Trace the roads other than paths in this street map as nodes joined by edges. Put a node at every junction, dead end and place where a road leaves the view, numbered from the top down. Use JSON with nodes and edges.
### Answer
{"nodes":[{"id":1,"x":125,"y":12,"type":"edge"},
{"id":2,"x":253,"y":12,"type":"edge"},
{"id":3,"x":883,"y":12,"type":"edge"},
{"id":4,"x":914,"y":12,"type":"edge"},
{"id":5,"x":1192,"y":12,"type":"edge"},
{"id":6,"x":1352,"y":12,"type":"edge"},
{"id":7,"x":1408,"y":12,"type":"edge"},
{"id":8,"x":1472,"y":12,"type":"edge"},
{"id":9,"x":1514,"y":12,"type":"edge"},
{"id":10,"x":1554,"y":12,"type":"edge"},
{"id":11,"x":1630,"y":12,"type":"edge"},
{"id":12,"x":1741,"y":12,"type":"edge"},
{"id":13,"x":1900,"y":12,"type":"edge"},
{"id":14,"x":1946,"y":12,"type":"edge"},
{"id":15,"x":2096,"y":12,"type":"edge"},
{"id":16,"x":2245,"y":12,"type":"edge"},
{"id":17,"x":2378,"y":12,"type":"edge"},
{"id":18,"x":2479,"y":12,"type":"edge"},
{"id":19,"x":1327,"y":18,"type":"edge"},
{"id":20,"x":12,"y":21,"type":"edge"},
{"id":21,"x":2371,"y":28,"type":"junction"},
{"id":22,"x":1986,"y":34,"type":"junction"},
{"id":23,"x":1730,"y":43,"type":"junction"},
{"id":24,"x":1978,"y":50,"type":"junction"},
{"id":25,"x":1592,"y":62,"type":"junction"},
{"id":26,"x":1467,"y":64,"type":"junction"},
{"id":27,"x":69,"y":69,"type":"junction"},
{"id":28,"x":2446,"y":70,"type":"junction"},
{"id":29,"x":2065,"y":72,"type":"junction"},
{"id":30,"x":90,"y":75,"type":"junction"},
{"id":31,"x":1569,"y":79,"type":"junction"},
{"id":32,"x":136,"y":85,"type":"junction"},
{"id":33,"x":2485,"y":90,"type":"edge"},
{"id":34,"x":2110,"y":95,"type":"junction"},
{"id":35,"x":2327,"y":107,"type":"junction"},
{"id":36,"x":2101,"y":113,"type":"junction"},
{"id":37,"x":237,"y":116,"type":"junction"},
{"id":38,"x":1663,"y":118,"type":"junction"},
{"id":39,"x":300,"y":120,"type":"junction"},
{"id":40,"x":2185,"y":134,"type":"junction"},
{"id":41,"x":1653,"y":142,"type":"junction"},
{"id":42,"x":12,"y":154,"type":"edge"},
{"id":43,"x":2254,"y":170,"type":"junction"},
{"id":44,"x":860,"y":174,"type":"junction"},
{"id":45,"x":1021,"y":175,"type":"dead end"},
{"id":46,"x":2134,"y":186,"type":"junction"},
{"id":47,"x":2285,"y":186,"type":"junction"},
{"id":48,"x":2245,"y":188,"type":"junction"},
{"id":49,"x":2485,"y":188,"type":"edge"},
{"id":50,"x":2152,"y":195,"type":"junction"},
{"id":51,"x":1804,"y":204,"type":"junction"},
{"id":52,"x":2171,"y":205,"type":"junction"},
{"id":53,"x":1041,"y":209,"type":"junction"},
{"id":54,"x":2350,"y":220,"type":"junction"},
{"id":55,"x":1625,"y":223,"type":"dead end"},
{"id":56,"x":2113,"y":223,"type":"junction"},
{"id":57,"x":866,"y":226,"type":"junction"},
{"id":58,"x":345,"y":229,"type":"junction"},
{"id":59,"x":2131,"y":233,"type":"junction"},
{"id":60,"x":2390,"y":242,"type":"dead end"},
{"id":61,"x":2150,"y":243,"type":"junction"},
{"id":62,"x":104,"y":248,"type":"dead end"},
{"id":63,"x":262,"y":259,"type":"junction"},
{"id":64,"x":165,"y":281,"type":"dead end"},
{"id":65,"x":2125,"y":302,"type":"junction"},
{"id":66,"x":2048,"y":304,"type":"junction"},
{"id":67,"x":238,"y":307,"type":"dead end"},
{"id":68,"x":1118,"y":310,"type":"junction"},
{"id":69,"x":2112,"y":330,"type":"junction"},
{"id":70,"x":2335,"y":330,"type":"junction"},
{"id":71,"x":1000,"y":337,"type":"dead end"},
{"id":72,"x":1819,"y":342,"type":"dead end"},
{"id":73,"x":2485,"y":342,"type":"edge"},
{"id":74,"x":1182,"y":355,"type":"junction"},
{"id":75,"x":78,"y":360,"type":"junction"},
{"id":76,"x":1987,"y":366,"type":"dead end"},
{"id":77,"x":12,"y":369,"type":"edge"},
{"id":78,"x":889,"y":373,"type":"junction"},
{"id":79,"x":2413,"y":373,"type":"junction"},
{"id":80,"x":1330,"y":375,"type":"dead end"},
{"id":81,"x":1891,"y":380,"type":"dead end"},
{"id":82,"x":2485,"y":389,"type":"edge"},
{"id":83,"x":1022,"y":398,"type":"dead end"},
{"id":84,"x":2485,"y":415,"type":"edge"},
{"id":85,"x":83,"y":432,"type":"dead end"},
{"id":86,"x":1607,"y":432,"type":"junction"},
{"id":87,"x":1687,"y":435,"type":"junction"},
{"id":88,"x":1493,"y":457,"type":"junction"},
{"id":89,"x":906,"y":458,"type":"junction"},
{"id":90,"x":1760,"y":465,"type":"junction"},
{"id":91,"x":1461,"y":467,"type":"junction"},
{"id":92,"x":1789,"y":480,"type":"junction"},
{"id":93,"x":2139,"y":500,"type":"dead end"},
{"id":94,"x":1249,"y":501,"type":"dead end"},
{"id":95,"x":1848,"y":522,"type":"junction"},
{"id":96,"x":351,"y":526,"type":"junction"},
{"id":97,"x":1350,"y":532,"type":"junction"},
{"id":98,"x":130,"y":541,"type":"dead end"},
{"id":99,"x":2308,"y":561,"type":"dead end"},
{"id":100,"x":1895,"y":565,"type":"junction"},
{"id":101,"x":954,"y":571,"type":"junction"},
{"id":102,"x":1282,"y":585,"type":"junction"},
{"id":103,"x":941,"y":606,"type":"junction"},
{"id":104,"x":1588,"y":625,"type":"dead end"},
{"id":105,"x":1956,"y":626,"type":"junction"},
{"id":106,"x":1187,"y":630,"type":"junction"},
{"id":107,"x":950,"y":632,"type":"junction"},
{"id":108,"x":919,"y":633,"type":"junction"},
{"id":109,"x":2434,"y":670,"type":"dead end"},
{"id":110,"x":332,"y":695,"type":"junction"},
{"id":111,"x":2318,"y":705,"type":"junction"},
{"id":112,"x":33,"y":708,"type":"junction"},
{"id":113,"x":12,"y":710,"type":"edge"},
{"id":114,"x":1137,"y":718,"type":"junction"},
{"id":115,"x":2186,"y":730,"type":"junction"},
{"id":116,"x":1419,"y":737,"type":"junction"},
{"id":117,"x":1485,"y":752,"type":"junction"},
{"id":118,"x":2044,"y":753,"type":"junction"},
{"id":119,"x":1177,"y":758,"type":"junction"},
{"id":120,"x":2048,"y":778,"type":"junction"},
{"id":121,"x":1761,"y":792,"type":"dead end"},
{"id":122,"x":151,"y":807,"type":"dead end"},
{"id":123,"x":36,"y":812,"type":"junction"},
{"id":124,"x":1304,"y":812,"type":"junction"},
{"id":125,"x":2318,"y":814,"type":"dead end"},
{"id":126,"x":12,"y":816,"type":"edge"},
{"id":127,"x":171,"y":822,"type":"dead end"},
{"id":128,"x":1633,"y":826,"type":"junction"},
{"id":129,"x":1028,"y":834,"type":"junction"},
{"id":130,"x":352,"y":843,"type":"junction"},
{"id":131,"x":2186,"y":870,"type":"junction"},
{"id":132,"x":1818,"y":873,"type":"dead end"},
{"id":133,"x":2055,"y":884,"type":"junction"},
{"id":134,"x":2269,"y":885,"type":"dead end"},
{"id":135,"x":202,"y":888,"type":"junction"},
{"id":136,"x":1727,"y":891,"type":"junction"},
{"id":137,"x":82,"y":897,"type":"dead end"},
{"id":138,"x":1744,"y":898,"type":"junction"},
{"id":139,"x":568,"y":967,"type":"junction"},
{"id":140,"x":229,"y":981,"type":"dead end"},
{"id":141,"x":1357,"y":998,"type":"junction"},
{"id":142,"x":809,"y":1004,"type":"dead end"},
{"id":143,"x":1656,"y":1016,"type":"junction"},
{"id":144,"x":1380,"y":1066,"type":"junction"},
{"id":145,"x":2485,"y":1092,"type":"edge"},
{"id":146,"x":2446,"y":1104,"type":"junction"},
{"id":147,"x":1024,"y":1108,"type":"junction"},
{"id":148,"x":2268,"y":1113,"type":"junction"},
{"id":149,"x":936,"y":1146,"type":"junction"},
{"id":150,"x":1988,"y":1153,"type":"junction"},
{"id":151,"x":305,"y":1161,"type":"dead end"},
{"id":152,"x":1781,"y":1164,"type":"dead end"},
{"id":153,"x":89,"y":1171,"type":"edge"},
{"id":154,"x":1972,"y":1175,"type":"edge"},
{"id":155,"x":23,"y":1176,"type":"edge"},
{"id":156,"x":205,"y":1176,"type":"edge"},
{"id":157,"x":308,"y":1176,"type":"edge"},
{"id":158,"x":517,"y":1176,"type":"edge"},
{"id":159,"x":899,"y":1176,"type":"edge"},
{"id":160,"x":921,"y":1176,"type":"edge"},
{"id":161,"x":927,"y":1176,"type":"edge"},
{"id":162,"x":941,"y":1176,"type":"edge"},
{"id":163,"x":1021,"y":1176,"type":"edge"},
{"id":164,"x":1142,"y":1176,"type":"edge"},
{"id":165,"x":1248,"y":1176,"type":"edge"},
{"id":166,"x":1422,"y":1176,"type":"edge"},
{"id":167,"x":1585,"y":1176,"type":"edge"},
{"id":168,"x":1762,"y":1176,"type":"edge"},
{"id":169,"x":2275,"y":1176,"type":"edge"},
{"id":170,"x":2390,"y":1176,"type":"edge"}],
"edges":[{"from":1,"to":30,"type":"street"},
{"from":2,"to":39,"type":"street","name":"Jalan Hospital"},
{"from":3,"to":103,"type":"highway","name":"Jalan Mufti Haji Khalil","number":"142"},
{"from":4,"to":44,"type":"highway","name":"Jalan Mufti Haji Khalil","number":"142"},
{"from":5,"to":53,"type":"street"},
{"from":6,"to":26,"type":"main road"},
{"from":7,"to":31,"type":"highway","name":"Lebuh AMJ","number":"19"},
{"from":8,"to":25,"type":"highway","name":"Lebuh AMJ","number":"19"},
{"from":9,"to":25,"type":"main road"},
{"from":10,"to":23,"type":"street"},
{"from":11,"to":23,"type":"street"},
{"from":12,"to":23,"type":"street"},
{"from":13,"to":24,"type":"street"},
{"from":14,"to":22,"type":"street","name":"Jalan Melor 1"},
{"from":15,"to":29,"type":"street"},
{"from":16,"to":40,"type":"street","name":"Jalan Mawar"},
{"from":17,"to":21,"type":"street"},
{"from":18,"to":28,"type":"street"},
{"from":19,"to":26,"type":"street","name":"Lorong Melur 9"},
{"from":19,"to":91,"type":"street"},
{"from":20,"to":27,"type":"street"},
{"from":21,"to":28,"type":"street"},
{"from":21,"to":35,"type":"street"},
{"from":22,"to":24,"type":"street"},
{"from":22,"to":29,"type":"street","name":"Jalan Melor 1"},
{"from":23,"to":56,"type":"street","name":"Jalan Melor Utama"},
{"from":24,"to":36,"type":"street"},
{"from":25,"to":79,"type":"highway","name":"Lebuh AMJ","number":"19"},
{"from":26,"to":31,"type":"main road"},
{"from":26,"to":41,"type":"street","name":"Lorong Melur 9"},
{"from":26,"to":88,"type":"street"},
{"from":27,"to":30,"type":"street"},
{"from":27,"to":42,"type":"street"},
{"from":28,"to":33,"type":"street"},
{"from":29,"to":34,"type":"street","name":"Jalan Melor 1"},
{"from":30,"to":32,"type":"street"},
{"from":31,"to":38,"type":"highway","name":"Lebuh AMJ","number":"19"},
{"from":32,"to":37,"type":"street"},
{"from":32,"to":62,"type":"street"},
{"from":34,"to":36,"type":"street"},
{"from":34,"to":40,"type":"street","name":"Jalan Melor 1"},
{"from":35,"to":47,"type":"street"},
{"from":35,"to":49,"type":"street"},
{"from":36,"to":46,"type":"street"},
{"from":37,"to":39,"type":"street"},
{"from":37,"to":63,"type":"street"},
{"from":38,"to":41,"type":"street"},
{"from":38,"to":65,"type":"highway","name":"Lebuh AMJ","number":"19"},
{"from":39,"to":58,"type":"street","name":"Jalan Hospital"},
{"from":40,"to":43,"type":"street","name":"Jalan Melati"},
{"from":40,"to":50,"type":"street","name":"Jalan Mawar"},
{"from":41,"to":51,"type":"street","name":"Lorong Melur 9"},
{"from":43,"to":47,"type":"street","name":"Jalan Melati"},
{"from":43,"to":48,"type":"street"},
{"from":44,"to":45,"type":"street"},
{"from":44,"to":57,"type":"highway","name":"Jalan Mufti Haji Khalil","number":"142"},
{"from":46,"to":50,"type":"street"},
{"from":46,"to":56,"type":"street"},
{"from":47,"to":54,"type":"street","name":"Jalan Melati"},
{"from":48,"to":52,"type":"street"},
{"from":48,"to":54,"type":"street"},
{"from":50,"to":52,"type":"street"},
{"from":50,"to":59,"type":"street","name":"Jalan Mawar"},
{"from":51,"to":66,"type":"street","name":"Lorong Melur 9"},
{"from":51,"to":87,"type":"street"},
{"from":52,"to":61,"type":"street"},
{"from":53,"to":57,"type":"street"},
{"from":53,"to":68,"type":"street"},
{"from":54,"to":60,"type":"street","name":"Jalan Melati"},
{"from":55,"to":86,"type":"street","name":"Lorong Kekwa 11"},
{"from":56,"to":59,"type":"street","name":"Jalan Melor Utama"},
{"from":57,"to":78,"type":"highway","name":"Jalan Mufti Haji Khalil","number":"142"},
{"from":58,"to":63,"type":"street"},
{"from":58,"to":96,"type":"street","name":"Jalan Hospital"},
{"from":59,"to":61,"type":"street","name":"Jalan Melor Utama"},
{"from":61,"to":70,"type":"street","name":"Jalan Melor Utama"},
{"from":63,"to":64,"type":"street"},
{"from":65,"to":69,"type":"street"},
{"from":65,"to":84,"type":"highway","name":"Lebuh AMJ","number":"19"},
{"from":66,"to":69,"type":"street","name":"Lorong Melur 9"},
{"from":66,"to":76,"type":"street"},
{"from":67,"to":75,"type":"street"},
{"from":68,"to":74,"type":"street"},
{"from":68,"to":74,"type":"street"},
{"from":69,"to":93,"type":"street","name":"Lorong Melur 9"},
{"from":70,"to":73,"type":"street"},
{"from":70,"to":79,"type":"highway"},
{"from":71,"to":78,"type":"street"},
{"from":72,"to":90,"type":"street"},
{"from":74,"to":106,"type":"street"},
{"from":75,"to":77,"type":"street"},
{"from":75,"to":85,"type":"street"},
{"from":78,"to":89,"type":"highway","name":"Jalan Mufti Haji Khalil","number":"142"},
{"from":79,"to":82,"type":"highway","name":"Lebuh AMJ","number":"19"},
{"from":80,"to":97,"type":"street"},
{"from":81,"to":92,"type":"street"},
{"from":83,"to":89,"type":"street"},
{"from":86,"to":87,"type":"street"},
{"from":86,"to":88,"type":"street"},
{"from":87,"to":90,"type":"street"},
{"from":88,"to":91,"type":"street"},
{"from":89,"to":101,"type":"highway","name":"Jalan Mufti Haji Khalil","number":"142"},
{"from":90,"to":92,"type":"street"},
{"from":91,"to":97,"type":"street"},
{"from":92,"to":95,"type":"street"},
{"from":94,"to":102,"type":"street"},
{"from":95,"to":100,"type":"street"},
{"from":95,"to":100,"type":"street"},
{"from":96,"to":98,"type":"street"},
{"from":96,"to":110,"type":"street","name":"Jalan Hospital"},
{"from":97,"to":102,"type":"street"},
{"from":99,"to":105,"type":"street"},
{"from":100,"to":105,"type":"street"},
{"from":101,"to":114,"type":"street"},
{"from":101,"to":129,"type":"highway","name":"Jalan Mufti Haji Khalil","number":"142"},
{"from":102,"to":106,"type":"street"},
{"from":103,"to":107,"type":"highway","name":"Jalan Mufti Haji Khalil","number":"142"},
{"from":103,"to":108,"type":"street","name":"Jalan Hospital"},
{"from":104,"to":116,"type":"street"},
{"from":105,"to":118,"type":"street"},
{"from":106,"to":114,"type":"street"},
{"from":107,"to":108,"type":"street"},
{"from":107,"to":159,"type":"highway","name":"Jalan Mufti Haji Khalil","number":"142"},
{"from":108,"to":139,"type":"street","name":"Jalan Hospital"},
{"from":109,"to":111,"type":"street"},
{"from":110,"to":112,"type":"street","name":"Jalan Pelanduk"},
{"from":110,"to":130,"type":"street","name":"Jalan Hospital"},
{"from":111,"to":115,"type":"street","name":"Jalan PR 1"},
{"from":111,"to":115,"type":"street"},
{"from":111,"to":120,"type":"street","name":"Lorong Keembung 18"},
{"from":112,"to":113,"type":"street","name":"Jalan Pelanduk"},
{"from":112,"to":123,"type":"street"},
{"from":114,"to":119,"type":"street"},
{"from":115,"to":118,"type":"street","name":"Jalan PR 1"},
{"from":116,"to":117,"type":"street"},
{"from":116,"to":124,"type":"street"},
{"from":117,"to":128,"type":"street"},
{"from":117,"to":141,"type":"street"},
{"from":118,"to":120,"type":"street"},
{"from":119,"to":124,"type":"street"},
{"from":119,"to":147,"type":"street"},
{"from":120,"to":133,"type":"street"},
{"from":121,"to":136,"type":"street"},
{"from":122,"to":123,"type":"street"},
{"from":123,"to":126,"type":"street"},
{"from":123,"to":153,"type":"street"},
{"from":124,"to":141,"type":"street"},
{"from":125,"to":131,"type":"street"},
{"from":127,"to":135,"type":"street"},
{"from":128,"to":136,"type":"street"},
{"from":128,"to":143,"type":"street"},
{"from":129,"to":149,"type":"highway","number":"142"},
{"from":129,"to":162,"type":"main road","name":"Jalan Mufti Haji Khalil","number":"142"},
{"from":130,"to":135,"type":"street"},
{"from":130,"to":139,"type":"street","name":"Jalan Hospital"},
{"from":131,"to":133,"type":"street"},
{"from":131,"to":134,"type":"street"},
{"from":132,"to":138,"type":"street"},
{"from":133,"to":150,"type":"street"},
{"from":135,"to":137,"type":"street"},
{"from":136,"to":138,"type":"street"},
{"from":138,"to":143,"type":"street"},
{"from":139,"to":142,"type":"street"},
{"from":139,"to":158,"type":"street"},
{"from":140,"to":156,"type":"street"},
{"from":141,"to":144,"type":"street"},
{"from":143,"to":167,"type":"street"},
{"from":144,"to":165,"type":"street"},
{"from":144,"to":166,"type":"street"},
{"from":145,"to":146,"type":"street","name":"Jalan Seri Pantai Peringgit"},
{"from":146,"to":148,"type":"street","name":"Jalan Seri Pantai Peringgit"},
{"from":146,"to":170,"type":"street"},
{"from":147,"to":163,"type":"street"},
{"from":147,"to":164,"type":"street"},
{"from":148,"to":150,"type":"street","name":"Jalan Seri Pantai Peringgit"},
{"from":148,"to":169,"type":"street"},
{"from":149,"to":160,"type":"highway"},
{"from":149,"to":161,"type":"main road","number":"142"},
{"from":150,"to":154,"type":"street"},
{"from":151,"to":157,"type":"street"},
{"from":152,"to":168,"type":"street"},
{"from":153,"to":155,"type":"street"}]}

--------------------------------

[Work required] Scan the entries above and return each line that holds "Pelanduk".

[Solution for this problem]
{"from":110,"to":112,"type":"street","name":"Jalan Pelanduk"},
{"from":112,"to":113,"type":"street","name":"Jalan Pelanduk"},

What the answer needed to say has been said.